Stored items
[Start of section]

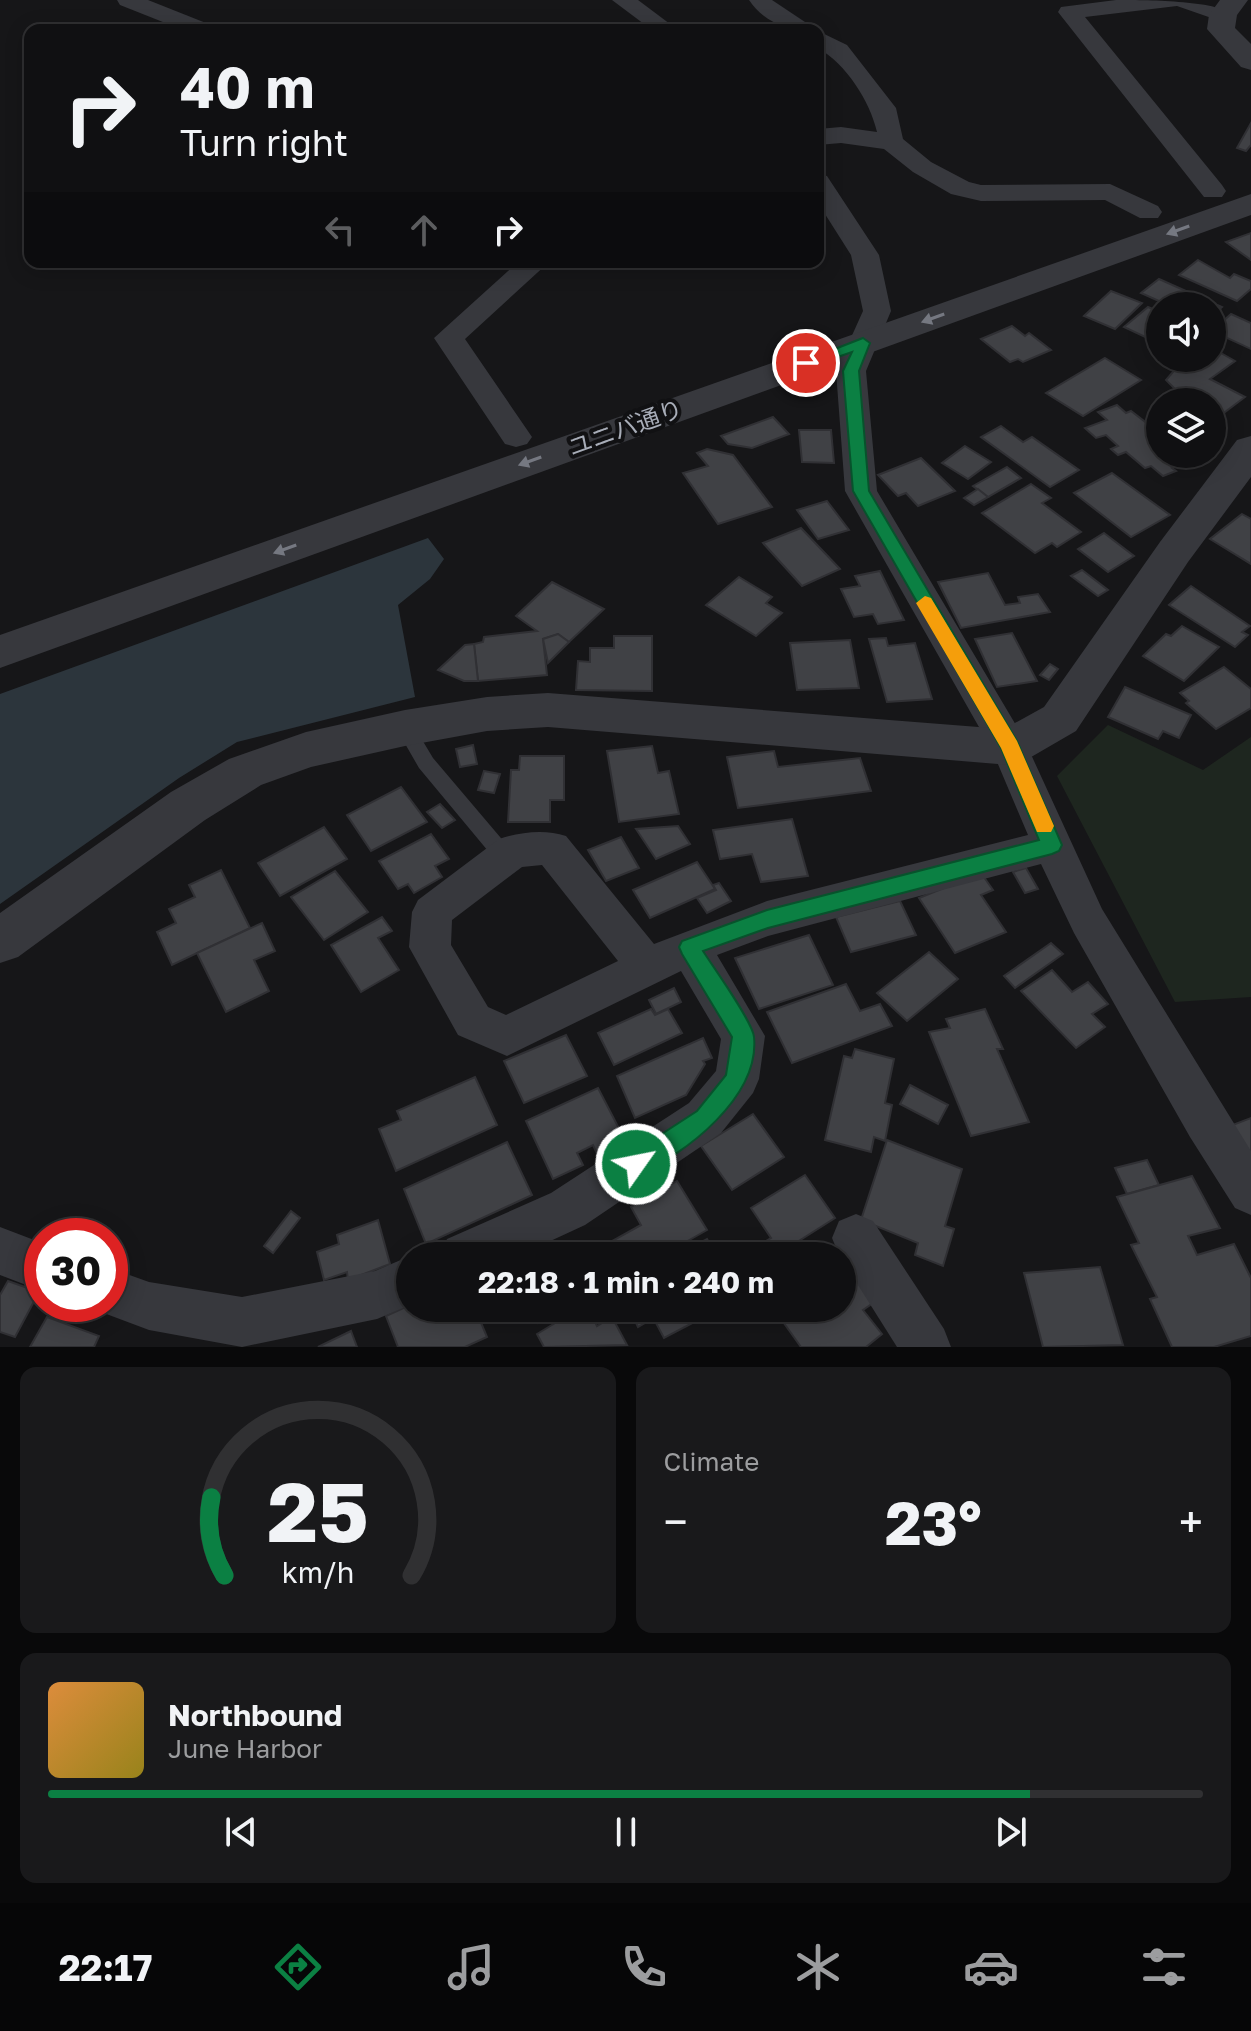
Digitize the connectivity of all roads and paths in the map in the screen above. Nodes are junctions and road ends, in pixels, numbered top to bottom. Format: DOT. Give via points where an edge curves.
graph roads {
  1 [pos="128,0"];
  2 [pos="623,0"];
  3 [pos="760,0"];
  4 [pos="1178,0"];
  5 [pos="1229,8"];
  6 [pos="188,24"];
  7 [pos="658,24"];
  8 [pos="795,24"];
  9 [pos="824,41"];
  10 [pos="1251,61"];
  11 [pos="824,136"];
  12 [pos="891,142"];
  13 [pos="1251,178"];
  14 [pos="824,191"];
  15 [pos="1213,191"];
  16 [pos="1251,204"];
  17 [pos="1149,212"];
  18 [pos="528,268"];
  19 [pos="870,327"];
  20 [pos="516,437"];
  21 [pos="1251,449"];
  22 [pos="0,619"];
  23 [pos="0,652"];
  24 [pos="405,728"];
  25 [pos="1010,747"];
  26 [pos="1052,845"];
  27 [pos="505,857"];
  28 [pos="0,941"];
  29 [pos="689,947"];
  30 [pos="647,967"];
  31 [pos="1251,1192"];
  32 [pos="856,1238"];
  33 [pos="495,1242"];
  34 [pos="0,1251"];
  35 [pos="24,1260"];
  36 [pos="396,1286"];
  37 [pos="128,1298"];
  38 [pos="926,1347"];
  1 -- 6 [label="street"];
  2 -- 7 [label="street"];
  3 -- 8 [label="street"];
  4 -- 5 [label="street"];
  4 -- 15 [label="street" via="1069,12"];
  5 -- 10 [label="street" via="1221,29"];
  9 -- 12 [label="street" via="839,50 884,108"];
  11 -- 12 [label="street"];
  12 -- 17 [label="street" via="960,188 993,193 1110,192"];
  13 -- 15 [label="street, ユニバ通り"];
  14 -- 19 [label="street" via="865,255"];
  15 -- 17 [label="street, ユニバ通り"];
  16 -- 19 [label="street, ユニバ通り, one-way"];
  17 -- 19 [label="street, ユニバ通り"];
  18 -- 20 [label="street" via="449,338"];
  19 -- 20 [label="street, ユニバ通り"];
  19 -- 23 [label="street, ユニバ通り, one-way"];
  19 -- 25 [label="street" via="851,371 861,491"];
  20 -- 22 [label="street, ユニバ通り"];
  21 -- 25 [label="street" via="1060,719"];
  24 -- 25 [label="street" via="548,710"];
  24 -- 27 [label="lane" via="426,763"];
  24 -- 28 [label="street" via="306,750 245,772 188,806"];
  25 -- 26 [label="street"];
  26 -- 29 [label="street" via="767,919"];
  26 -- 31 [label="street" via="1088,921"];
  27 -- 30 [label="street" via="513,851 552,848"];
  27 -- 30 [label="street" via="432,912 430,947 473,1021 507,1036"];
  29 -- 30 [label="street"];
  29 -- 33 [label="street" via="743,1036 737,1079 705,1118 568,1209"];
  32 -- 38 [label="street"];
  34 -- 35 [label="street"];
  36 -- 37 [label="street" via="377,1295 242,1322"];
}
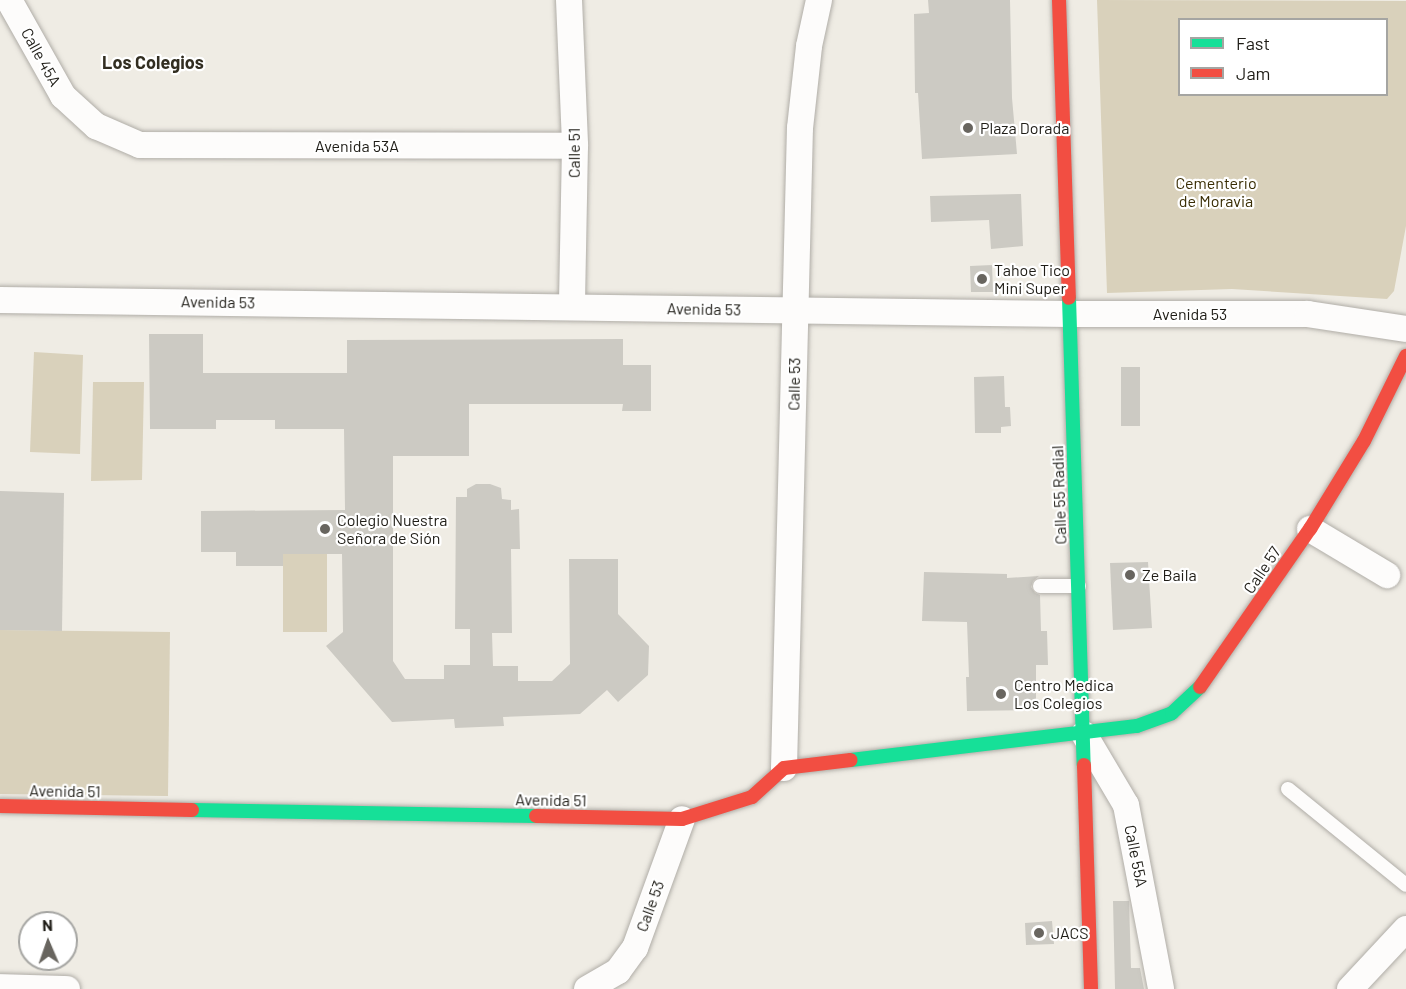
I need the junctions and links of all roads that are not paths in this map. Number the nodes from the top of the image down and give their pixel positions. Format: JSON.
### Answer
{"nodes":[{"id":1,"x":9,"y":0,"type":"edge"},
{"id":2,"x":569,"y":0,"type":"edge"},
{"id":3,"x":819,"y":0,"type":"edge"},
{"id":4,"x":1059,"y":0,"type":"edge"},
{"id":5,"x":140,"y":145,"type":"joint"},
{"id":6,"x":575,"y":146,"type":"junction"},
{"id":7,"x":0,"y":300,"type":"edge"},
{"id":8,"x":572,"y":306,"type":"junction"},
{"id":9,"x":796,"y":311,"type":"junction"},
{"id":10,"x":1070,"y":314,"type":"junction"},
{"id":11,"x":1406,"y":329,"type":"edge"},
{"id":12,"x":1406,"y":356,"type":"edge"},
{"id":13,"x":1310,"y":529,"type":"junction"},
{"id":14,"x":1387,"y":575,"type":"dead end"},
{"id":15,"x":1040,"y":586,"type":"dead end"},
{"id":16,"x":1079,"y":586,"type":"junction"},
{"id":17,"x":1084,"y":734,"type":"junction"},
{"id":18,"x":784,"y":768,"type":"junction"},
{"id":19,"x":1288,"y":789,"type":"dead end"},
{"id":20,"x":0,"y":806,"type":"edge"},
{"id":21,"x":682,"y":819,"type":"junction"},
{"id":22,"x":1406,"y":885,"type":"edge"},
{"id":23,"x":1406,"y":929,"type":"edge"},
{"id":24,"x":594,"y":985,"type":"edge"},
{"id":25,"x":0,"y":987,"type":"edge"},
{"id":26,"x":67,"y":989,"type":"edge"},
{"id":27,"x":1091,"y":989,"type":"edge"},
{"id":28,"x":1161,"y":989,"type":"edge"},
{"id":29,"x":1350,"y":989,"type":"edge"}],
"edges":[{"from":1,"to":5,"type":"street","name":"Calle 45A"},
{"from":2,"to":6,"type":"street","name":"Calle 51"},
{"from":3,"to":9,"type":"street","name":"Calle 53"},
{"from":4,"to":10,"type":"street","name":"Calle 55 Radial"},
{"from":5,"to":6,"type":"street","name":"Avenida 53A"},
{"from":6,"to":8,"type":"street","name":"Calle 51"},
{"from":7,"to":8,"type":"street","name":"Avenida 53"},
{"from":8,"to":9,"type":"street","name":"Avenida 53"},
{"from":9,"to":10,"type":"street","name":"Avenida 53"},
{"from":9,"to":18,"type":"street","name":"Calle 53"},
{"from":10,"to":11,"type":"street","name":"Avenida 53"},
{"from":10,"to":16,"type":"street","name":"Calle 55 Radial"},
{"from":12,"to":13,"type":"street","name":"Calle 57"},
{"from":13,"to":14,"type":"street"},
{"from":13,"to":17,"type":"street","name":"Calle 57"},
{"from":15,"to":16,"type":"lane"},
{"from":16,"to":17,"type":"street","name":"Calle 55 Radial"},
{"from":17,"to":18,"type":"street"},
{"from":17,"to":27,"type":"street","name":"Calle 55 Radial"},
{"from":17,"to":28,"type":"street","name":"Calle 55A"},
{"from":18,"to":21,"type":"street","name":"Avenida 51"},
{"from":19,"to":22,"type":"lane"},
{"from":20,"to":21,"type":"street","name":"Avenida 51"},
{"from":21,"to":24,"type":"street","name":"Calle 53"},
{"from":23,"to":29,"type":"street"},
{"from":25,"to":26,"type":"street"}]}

[End of section]

__What the task asks__
Please reproduce the entries from above exactly; images are not part of the copy.

__Output below__
Digitize the connectivity of all roads and paths in the map in the screen above. Nodes are junctions and road ends, in pixels, numbered top to bottom. Format: DOT. Give via points where an edge curves.
graph roads {
  1 [pos="128,0"];
  2 [pos="623,0"];
  3 [pos="760,0"];
  4 [pos="1178,0"];
  5 [pos="1229,8"];
  6 [pos="188,24"];
  7 [pos="658,24"];
  8 [pos="795,24"];
  9 [pos="824,41"];
  10 [pos="1251,61"];
  11 [pos="824,136"];
  12 [pos="891,142"];
  13 [pos="1251,178"];
  14 [pos="824,191"];
  15 [pos="1213,191"];
  16 [pos="1251,204"];
  17 [pos="1149,212"];
  18 [pos="528,268"];
  19 [pos="870,327"];
  20 [pos="516,437"];
  21 [pos="1251,449"];
  22 [pos="0,619"];
  23 [pos="0,652"];
  24 [pos="405,728"];
  25 [pos="1010,747"];
  26 [pos="1052,845"];
  27 [pos="505,857"];
  28 [pos="0,941"];
  29 [pos="689,947"];
  30 [pos="647,967"];
  31 [pos="1251,1192"];
  32 [pos="856,1238"];
  33 [pos="495,1242"];
  34 [pos="0,1251"];
  35 [pos="24,1260"];
  36 [pos="396,1286"];
  37 [pos="128,1298"];
  38 [pos="926,1347"];
  1 -- 6 [label="street"];
  2 -- 7 [label="street"];
  3 -- 8 [label="street"];
  4 -- 5 [label="street"];
  4 -- 15 [label="street" via="1069,12"];
  5 -- 10 [label="street" via="1221,29"];
  9 -- 12 [label="street" via="839,50 884,108"];
  11 -- 12 [label="street"];
  12 -- 17 [label="street" via="960,188 993,193 1110,192"];
  13 -- 15 [label="street, ユニバ通り"];
  14 -- 19 [label="street" via="865,255"];
  15 -- 17 [label="street, ユニバ通り"];
  16 -- 19 [label="street, ユニバ通り, one-way"];
  17 -- 19 [label="street, ユニバ通り"];
  18 -- 20 [label="street" via="449,338"];
  19 -- 20 [label="street, ユニバ通り"];
  19 -- 23 [label="street, ユニバ通り, one-way"];
  19 -- 25 [label="street" via="851,371 861,491"];
  20 -- 22 [label="street, ユニバ通り"];
  21 -- 25 [label="street" via="1060,719"];
  24 -- 25 [label="street" via="548,710"];
  24 -- 27 [label="lane" via="426,763"];
  24 -- 28 [label="street" via="306,750 245,772 188,806"];
  25 -- 26 [label="street"];
  26 -- 29 [label="street" via="767,919"];
  26 -- 31 [label="street" via="1088,921"];
  27 -- 30 [label="street" via="513,851 552,848"];
  27 -- 30 [label="street" via="432,912 430,947 473,1021 507,1036"];
  29 -- 30 [label="street"];
  29 -- 33 [label="street" via="743,1036 737,1079 705,1118 568,1209"];
  32 -- 38 [label="street"];
  34 -- 35 [label="street"];
  36 -- 37 [label="street" via="377,1295 242,1322"];
}
I need the junctions and links of all roads that are not paths in this map. Number the nodes from the top of the image down and give their pixel positions. Format: JSON.
### Answer
{"nodes":[{"id":1,"x":9,"y":0,"type":"edge"},
{"id":2,"x":569,"y":0,"type":"edge"},
{"id":3,"x":819,"y":0,"type":"edge"},
{"id":4,"x":1059,"y":0,"type":"edge"},
{"id":5,"x":140,"y":145,"type":"joint"},
{"id":6,"x":575,"y":146,"type":"junction"},
{"id":7,"x":0,"y":300,"type":"edge"},
{"id":8,"x":572,"y":306,"type":"junction"},
{"id":9,"x":796,"y":311,"type":"junction"},
{"id":10,"x":1070,"y":314,"type":"junction"},
{"id":11,"x":1406,"y":329,"type":"edge"},
{"id":12,"x":1406,"y":356,"type":"edge"},
{"id":13,"x":1310,"y":529,"type":"junction"},
{"id":14,"x":1387,"y":575,"type":"dead end"},
{"id":15,"x":1040,"y":586,"type":"dead end"},
{"id":16,"x":1079,"y":586,"type":"junction"},
{"id":17,"x":1084,"y":734,"type":"junction"},
{"id":18,"x":784,"y":768,"type":"junction"},
{"id":19,"x":1288,"y":789,"type":"dead end"},
{"id":20,"x":0,"y":806,"type":"edge"},
{"id":21,"x":682,"y":819,"type":"junction"},
{"id":22,"x":1406,"y":885,"type":"edge"},
{"id":23,"x":1406,"y":929,"type":"edge"},
{"id":24,"x":594,"y":985,"type":"edge"},
{"id":25,"x":0,"y":987,"type":"edge"},
{"id":26,"x":67,"y":989,"type":"edge"},
{"id":27,"x":1091,"y":989,"type":"edge"},
{"id":28,"x":1161,"y":989,"type":"edge"},
{"id":29,"x":1350,"y":989,"type":"edge"}],
"edges":[{"from":1,"to":5,"type":"street","name":"Calle 45A"},
{"from":2,"to":6,"type":"street","name":"Calle 51"},
{"from":3,"to":9,"type":"street","name":"Calle 53"},
{"from":4,"to":10,"type":"street","name":"Calle 55 Radial"},
{"from":5,"to":6,"type":"street","name":"Avenida 53A"},
{"from":6,"to":8,"type":"street","name":"Calle 51"},
{"from":7,"to":8,"type":"street","name":"Avenida 53"},
{"from":8,"to":9,"type":"street","name":"Avenida 53"},
{"from":9,"to":10,"type":"street","name":"Avenida 53"},
{"from":9,"to":18,"type":"street","name":"Calle 53"},
{"from":10,"to":11,"type":"street","name":"Avenida 53"},
{"from":10,"to":16,"type":"street","name":"Calle 55 Radial"},
{"from":12,"to":13,"type":"street","name":"Calle 57"},
{"from":13,"to":14,"type":"street"},
{"from":13,"to":17,"type":"street","name":"Calle 57"},
{"from":15,"to":16,"type":"lane"},
{"from":16,"to":17,"type":"street","name":"Calle 55 Radial"},
{"from":17,"to":18,"type":"street"},
{"from":17,"to":27,"type":"street","name":"Calle 55 Radial"},
{"from":17,"to":28,"type":"street","name":"Calle 55A"},
{"from":18,"to":21,"type":"street","name":"Avenida 51"},
{"from":19,"to":22,"type":"lane"},
{"from":20,"to":21,"type":"street","name":"Avenida 51"},
{"from":21,"to":24,"type":"street","name":"Calle 53"},
{"from":23,"to":29,"type":"street"},
{"from":25,"to":26,"type":"street"}]}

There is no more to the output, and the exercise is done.